Betapa bijaknya Rasulullah SAW dalam menutupi aib para sahabatnya. Seperti yang disabdakan Beliau SAW, “Siapa yang menutupi aib seorang Muslim maka Allah akan menutupi aib orang itu di dunia dan akhirat. Dan, siapa mengumbar aib saudaranya sesama Muslim maka Allah akan mengumbar aibnya hingga terbukalah kejelekannya di dalam rumahnya.” (HR Ibnu Majah).
Sejatinya, tidak ada seorang pun di dunia ini yang tidak memiliki aib dan kekurangan. Seorang terlihat hebat dan berkharisma hanya karena Allah SWT telah menutupi aibnya sehingga hanya kebaikan saja yang terlihat orang. Bagaimana jadinya jika Allah SWT membukakan aibnya? Tentu, tak ada lagi yang bersimpati kepadanya.

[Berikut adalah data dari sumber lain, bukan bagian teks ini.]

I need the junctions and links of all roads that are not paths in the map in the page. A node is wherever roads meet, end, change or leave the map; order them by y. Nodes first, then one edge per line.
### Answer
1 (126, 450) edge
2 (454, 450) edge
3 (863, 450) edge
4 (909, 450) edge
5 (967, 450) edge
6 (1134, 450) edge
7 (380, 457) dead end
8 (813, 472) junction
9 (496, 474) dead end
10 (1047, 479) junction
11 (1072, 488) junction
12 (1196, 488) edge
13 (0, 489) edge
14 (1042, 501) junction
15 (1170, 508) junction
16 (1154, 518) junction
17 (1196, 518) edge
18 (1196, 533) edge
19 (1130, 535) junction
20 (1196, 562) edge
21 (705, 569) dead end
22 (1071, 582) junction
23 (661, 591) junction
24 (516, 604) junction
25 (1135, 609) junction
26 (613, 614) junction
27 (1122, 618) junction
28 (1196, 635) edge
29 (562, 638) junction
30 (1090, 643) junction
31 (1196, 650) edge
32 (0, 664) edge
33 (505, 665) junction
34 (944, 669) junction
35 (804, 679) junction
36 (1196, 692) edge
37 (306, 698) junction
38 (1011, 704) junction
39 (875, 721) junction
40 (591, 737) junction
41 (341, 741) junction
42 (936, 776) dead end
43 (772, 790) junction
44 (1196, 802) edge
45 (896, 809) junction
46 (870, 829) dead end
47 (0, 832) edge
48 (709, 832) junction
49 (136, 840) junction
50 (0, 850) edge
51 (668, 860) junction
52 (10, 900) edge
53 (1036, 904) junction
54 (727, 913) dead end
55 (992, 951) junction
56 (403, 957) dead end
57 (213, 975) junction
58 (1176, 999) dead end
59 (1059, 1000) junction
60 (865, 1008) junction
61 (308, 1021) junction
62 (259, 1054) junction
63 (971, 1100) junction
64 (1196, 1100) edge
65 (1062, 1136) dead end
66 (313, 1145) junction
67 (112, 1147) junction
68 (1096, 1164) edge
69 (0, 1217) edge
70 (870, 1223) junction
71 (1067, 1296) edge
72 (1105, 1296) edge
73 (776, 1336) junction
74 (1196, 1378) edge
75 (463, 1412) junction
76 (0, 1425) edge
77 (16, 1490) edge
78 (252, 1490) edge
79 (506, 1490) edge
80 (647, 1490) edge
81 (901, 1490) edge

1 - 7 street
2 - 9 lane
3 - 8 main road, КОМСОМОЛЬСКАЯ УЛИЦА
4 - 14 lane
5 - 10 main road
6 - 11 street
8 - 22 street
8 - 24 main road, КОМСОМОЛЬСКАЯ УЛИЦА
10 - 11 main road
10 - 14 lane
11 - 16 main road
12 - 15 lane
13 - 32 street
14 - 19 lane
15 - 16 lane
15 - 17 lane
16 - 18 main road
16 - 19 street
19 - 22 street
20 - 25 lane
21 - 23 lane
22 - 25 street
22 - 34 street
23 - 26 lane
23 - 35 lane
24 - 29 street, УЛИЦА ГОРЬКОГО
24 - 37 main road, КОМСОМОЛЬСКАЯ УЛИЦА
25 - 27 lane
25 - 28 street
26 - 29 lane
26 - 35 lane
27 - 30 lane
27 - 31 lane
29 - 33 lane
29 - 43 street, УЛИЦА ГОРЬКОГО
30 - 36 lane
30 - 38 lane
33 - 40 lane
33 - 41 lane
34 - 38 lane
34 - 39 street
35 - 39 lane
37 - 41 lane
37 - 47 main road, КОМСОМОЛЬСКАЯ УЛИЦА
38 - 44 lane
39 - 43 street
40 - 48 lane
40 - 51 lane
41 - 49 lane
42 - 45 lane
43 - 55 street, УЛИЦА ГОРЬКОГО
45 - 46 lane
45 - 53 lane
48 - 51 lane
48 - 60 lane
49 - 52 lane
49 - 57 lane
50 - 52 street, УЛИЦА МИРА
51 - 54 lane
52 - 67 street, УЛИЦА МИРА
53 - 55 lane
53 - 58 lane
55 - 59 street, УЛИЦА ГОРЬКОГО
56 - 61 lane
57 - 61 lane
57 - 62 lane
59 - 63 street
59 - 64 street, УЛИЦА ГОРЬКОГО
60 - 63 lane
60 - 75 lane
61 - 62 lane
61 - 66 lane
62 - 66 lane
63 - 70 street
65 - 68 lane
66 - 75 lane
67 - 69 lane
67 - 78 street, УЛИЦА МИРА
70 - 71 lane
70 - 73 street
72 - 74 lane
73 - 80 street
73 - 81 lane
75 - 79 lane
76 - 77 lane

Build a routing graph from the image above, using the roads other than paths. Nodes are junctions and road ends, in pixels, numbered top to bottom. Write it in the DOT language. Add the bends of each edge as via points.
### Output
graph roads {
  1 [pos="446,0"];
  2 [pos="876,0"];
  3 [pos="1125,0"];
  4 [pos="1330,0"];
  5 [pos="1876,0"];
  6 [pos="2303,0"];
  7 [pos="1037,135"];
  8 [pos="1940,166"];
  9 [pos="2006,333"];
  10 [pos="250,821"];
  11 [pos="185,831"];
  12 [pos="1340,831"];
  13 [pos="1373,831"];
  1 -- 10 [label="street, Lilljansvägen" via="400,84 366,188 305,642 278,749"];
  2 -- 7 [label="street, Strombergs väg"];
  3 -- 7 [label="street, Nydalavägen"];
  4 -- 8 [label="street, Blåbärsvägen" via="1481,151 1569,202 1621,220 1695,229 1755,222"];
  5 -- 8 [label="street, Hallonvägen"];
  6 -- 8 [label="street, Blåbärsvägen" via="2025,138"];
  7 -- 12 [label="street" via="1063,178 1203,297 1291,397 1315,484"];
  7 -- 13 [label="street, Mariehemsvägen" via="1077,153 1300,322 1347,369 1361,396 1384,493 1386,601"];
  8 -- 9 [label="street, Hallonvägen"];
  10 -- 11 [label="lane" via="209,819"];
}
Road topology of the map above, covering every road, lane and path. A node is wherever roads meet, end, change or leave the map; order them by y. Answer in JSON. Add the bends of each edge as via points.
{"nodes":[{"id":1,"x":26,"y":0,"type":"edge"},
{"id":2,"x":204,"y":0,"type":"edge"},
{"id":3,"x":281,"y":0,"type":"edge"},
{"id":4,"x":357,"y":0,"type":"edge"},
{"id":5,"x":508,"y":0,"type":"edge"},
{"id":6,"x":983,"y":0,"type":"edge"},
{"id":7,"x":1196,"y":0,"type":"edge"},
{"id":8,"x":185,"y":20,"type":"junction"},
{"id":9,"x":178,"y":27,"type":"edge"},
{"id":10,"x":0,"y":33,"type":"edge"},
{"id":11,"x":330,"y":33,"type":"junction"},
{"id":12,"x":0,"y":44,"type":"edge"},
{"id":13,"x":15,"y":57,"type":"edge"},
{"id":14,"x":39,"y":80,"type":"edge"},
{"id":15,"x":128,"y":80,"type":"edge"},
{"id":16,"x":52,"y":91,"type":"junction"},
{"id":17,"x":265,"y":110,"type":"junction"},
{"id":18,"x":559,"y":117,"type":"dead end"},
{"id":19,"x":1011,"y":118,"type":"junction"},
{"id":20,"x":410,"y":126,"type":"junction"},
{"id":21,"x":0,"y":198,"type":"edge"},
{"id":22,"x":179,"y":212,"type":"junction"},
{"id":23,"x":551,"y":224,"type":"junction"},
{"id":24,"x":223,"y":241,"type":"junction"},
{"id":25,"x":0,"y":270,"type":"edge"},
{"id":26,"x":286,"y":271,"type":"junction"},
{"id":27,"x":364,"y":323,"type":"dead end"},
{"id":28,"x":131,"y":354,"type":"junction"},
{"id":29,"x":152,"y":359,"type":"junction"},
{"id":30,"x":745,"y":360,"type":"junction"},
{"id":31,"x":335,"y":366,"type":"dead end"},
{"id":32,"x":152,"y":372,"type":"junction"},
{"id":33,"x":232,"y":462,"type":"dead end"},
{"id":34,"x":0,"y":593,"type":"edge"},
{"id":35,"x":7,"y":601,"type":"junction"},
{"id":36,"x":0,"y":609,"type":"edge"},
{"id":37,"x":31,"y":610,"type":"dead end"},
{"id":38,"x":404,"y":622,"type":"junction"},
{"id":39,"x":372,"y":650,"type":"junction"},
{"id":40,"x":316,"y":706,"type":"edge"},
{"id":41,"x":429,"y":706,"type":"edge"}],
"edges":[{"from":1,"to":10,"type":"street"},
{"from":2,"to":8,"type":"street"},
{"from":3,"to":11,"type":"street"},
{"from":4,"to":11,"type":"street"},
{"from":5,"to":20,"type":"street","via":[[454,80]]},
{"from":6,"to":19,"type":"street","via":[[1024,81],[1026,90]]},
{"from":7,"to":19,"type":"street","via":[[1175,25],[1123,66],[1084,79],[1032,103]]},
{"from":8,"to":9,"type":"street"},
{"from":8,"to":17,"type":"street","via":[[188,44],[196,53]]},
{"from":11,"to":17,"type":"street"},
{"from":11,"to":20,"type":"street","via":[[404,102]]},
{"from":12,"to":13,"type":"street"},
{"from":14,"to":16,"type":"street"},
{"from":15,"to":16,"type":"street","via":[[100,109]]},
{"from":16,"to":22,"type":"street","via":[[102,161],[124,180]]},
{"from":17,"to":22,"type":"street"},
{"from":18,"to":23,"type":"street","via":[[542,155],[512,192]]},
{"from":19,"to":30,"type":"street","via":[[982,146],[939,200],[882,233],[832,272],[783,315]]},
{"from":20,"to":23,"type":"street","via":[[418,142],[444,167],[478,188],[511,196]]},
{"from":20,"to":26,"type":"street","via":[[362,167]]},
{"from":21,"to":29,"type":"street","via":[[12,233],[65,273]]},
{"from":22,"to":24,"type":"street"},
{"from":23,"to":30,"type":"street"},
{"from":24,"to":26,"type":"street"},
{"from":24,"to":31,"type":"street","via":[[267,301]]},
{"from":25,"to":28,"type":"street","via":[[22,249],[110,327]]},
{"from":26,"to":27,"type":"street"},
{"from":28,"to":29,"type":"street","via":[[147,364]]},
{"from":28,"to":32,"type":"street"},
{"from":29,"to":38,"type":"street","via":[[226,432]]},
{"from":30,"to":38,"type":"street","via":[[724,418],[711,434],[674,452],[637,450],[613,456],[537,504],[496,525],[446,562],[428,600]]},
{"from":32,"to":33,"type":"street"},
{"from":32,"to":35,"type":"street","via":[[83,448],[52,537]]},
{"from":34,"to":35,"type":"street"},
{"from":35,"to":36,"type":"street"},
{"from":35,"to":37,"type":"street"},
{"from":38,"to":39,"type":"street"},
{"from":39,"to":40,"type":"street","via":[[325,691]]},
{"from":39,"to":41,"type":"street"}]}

Abu Hurairah RA adalah seorang sahabat yang dikenal sebagai pakar hadis dan paling banyak meriwayatkan hadis Rasulullah SAW. Ke manapun ia pergi, ia selalu diikuti sahabat lain yang ingin belajar hadis kepada beliau. Abu Hurairah RA sadar, begitu banyak orang yang mengidolakannya sebagai pakar hadis hanya lantaran Allah SWT menutupi aibnya. Ia pun pernah berkata, “Kalaulah aib saya tidak ditutup Allah SWT maka tidak akan ada lagi yang mengikuti saya, walau hanya seorang.”